## HOW TO COMPLETE THIS TASK
Copy out each line below that has the word "仮生末友線" in it.

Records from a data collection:
/---

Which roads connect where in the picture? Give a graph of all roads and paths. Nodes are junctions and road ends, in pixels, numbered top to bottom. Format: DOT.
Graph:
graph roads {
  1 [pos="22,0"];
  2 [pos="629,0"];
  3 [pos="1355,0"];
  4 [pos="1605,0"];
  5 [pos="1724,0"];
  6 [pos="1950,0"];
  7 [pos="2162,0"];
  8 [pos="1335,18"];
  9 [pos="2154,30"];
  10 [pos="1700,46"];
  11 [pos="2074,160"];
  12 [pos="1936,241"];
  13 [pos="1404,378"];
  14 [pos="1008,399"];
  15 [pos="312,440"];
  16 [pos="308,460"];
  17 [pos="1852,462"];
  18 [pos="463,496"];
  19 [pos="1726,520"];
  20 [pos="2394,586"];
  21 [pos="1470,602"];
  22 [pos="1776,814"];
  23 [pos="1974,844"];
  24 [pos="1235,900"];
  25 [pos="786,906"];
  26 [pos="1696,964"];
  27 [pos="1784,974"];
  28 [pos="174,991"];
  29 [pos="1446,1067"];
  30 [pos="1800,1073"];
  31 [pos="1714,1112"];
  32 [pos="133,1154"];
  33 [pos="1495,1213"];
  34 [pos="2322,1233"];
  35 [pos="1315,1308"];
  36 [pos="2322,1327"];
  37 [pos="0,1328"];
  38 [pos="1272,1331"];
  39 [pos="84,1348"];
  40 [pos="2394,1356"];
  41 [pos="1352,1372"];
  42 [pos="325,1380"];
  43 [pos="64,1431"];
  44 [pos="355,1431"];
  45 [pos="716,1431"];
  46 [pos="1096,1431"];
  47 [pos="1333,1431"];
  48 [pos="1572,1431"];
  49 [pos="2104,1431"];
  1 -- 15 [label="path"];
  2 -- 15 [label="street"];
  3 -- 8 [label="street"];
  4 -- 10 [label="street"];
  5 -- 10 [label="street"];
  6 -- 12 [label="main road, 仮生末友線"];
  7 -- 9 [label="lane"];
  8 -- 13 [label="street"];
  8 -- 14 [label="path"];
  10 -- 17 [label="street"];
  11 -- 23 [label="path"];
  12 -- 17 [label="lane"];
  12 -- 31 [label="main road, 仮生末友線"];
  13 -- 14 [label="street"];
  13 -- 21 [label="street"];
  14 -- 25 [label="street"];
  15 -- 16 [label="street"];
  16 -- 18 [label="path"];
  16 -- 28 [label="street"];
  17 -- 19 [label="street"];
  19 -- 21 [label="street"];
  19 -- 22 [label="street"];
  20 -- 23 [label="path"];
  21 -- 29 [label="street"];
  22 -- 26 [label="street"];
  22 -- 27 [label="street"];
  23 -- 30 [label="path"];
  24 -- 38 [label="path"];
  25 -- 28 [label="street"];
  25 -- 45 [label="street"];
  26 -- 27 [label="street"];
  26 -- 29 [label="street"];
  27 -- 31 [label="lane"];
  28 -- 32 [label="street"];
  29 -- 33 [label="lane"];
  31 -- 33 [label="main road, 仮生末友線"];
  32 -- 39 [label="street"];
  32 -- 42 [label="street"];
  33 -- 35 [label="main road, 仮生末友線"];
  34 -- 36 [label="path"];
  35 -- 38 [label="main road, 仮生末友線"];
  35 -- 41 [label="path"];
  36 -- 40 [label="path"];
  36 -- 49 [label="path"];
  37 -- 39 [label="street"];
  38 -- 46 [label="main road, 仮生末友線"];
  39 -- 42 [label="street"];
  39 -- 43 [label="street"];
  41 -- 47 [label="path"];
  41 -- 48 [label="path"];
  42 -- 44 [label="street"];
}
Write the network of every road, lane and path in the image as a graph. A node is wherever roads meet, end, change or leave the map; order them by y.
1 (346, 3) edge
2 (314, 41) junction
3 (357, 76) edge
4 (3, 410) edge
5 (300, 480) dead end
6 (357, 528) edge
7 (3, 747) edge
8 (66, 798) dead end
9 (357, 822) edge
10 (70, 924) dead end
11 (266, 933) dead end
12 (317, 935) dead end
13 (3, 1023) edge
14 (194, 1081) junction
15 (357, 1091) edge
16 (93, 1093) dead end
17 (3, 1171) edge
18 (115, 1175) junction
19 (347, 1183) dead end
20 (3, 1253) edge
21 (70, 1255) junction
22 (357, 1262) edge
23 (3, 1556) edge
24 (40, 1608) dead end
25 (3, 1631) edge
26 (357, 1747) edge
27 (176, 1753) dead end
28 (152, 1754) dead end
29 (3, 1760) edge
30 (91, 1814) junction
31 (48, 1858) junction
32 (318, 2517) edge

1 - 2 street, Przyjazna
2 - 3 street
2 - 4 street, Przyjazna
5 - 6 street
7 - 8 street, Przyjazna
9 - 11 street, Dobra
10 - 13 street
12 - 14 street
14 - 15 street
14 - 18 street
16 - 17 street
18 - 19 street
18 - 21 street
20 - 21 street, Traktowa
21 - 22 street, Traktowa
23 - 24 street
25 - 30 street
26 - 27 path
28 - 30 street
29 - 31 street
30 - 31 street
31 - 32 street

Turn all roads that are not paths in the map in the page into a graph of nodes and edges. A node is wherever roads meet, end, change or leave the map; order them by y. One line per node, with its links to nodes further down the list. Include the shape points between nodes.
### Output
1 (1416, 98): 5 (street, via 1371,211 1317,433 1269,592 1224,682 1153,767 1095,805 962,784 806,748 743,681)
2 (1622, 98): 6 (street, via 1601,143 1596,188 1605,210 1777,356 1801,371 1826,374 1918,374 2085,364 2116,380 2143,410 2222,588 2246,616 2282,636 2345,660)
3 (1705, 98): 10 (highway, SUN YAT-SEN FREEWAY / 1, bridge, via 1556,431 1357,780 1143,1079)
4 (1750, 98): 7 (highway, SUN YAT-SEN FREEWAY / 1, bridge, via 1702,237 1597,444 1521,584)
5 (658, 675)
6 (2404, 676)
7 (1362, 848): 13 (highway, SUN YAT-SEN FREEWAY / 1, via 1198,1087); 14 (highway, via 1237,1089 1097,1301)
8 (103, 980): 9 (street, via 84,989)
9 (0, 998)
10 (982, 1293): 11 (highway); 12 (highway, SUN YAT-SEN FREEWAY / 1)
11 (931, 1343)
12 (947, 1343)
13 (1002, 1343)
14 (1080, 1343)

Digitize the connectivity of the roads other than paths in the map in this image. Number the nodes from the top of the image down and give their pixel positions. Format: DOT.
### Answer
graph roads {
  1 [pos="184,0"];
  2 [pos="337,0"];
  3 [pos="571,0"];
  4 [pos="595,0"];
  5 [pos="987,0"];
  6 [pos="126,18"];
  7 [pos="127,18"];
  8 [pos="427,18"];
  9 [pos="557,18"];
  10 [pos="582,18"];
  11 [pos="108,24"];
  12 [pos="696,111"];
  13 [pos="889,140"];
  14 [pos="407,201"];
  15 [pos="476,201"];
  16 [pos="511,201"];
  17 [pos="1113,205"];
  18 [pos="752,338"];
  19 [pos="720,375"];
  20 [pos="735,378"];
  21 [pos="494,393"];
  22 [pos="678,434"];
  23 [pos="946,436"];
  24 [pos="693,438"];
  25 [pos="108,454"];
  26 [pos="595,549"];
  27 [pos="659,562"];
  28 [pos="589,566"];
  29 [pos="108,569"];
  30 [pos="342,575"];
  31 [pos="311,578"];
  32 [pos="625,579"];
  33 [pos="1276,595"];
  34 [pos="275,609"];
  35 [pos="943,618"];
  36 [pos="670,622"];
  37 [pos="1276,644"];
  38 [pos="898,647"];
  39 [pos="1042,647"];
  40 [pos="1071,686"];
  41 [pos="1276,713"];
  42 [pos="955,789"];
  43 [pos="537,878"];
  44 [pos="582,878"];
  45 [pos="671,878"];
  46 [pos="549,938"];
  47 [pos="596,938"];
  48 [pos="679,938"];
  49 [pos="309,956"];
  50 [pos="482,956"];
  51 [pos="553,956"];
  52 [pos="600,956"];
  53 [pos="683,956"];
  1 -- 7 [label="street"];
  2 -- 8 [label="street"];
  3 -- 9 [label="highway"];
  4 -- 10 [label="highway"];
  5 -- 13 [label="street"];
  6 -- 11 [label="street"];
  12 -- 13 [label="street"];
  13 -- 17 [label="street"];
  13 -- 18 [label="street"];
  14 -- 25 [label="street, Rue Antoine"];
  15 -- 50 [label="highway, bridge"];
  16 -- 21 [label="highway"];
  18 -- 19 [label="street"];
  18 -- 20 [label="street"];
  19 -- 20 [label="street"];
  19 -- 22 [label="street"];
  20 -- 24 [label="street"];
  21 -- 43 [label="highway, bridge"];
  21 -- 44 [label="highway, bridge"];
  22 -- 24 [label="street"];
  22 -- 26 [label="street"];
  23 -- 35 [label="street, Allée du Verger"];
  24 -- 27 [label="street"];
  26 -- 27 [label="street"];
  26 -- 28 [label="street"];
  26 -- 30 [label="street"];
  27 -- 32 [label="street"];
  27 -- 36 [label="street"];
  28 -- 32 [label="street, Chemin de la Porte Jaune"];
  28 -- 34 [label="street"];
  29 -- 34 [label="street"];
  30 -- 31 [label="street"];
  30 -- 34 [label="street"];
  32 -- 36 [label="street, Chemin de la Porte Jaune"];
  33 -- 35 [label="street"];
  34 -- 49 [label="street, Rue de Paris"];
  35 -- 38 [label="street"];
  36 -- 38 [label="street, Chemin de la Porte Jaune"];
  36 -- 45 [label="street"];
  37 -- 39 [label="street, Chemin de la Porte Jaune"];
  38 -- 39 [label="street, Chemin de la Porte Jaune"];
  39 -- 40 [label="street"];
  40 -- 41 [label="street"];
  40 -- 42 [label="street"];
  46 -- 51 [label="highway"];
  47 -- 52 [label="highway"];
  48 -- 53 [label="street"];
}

\---

## RESULT OF THIS EXERCISE
  6 -- 12 [label="main road, 仮生末友線"];
  12 -- 31 [label="main road, 仮生末友線"];
  31 -- 33 [label="main road, 仮生末友線"];
  33 -- 35 [label="main road, 仮生末友線"];
  35 -- 38 [label="main road, 仮生末友線"];
  38 -- 46 [label="main road, 仮生末友線"];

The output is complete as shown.